(Bloomberg) -- Oracle Corp. shareholders rejected the software maker’s executive compensation plan for a sixth straight year after it awarded the top three bosses pay packages worth more than $100 million each in fiscal 2018.
A majority of shares voted opposed the program, according to preliminary results announced Wednesday at Oracle’s annual meeting in Redwood City, California. It’s the only S&P 500 company that hasn’t secured majority approval in a say-on-pay vote since 2011, even though founder and Chief Technology Officer Larry Ellison owns about 28 percent of the stock.
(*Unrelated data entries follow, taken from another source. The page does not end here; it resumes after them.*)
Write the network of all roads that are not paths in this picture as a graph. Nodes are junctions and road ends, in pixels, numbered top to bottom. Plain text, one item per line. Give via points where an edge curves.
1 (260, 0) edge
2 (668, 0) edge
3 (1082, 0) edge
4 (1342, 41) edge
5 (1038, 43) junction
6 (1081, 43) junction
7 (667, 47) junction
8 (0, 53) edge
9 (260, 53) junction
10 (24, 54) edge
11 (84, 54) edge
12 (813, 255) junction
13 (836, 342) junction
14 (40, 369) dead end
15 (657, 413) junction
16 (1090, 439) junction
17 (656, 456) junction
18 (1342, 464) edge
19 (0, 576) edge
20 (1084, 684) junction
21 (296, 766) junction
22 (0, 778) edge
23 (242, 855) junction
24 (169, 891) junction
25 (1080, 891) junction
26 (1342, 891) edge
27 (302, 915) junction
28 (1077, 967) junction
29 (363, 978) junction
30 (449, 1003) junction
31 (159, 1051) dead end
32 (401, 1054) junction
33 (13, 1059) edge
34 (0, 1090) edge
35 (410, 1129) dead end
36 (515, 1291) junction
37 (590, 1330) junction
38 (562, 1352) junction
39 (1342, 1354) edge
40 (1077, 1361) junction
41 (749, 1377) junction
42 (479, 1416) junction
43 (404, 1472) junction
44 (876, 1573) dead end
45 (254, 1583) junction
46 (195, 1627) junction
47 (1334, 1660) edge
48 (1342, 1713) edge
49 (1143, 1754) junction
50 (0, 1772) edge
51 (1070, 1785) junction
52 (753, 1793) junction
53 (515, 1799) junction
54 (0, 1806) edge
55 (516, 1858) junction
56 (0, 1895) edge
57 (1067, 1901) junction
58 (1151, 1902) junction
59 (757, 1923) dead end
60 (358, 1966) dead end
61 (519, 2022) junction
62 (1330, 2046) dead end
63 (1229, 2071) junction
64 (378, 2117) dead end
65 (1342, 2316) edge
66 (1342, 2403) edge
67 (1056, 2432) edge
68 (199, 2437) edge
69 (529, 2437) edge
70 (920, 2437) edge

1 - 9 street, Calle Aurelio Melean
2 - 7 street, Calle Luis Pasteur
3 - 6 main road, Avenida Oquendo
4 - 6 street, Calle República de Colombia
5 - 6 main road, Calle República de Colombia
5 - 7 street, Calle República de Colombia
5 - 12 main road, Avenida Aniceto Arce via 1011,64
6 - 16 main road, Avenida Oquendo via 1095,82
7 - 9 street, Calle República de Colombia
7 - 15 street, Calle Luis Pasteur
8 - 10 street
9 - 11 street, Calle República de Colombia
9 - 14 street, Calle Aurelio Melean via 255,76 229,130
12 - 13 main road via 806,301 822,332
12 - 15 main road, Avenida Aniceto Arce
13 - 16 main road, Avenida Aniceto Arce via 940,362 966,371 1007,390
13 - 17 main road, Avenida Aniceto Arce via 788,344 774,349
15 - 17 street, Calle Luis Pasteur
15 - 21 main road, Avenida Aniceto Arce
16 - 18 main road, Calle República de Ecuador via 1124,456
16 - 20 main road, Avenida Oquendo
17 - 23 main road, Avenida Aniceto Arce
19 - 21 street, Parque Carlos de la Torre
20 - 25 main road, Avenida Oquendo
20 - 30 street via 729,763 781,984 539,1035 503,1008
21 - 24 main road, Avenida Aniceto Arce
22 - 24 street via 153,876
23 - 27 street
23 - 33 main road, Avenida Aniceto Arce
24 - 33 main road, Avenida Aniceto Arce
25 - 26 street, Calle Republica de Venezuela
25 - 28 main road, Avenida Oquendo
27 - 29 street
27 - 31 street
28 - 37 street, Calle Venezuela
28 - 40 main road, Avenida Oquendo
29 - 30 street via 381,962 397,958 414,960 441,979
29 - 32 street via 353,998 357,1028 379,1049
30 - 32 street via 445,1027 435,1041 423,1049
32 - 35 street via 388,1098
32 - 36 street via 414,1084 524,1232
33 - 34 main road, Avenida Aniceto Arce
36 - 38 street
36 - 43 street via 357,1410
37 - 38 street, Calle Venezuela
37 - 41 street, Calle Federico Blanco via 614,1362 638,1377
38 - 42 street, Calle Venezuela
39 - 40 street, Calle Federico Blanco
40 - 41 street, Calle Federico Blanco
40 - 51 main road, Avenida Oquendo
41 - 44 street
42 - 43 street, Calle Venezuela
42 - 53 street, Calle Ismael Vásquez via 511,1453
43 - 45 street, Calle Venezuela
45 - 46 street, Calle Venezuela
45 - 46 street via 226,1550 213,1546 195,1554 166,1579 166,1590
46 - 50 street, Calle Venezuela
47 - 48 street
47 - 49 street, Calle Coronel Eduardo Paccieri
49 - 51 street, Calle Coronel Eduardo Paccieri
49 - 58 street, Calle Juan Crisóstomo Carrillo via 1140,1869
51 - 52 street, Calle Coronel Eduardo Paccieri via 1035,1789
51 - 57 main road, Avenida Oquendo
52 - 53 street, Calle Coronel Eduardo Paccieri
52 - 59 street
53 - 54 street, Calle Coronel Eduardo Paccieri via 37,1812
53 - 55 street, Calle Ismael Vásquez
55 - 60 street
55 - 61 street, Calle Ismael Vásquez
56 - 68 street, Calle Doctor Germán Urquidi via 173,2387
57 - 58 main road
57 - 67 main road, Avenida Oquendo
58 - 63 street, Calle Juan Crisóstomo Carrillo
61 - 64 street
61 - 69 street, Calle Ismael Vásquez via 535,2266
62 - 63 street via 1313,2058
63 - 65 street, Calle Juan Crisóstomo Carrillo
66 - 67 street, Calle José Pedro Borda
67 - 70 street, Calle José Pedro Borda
In September, Oracle presented a revamped compensation program, including long-term awards of stock options for Ellison, 73, and co-Chief Executive Officers Mark Hurd, 60, and Safra Catz, 55. The grants, each valued at $103.7 million, vest if the company meets share price, market capitalization and operational goals. The board doesn’t expect to grant them additional equity until 2022.
“Ongoing equity mega-awards to top executives perpetuate a pay-for-performance disconnect,” proxy adviser Institutional Shareholder Services Inc. said in a report recommending that investors oppose the plan.
ISS also advised clients to withhold votes for directors Michael Boskin and Bruce Chizen, who are members of Oracle’s audit committee. Ellison has for years pledged millions of Oracle shares as collateral for personal loans, which raises “significant concern” about the committee’s risk oversight, the proxy adviser said.
Oracle said Wednesday that both Chizen, 62, and Boskin, 72, were re-elected to the board. The vote tally wasn’t immediately disclosed.